Steve Bell, President & CEO of Bellmont Cabinet Company started his company in his garage in the 70’s and built it into a 200-employee, $30 million-a-year maker of high-end cabinets. Then he had to rebuild it again when “the high-rise business went away” with the recession and revenue plunged 60 percent. His sons are now a key part of the Bellmont tradition as it now reaches to almost 300 employees.
Steve Bell | President & CEO | Bellmont Cabinet Co.
Casey Bell | COO | Bellmont Cabinet Company
Tyler Bell | VP of Sales & Marketing | Bellmont Cabinet Co.

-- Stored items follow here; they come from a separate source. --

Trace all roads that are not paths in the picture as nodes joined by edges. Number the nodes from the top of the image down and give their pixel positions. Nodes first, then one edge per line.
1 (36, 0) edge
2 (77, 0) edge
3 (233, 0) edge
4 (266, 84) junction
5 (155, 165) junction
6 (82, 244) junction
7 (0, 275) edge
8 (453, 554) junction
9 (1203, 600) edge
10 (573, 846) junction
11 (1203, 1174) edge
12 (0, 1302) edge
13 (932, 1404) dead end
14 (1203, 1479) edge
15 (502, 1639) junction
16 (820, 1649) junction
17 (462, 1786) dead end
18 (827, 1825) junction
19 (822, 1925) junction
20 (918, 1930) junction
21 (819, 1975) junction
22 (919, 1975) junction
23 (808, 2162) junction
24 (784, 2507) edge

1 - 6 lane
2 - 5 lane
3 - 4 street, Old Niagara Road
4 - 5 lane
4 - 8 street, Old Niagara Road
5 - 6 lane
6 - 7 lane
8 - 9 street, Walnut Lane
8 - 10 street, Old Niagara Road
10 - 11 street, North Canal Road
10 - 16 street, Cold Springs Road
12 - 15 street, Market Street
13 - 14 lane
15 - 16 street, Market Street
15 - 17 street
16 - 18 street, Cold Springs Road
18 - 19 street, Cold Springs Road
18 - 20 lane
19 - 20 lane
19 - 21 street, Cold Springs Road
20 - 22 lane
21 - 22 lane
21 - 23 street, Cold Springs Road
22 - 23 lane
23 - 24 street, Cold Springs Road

Steve Bell built Pacific Crest Cabinets into a 200-employee, $30 million-a-year maker of high-end cabinets — the kind found in high-rise developments. Then he had to rebuild it when “the high-rise business went away” with the recession and revenue plunged 60 percent. Employment dropped to 90, those who remained faced wage cuts and shorter hours. “We’d never been through anything like this before,” Bell recalls. “The market simply wasn’t coming back.”
Bell’s answer was to shift to a more affordable, contemporary product. And it worked. “We just hit it out of the park,” Bell says. Sales are expected to be in the mid-$40 million range (from a recessionary trough of $13.6 million), the firm is building 500 cabinets a day and shipping to 40 states, and employment is back to 250. Rebranded as Bellmont, though the parent company is still Pacific Crest Industries, it’s also rolling out a private-label line for Lowe’s. “We’re a lot more frugal,” Bell notes. “We’ve learned some really tough lessons about what do we need versus want.” Praising employees for being “all in with me,” he adds, “We all just sucked it up and survived.”
Bell’s employees share those lessons about resilience through a project in which the firm sends workers and resources to help build a village in El Salvador, adding homes, a school, a water system and electricity. “It’s been as rewarding for our companies and our employees as it has been for the community,” Bell observes.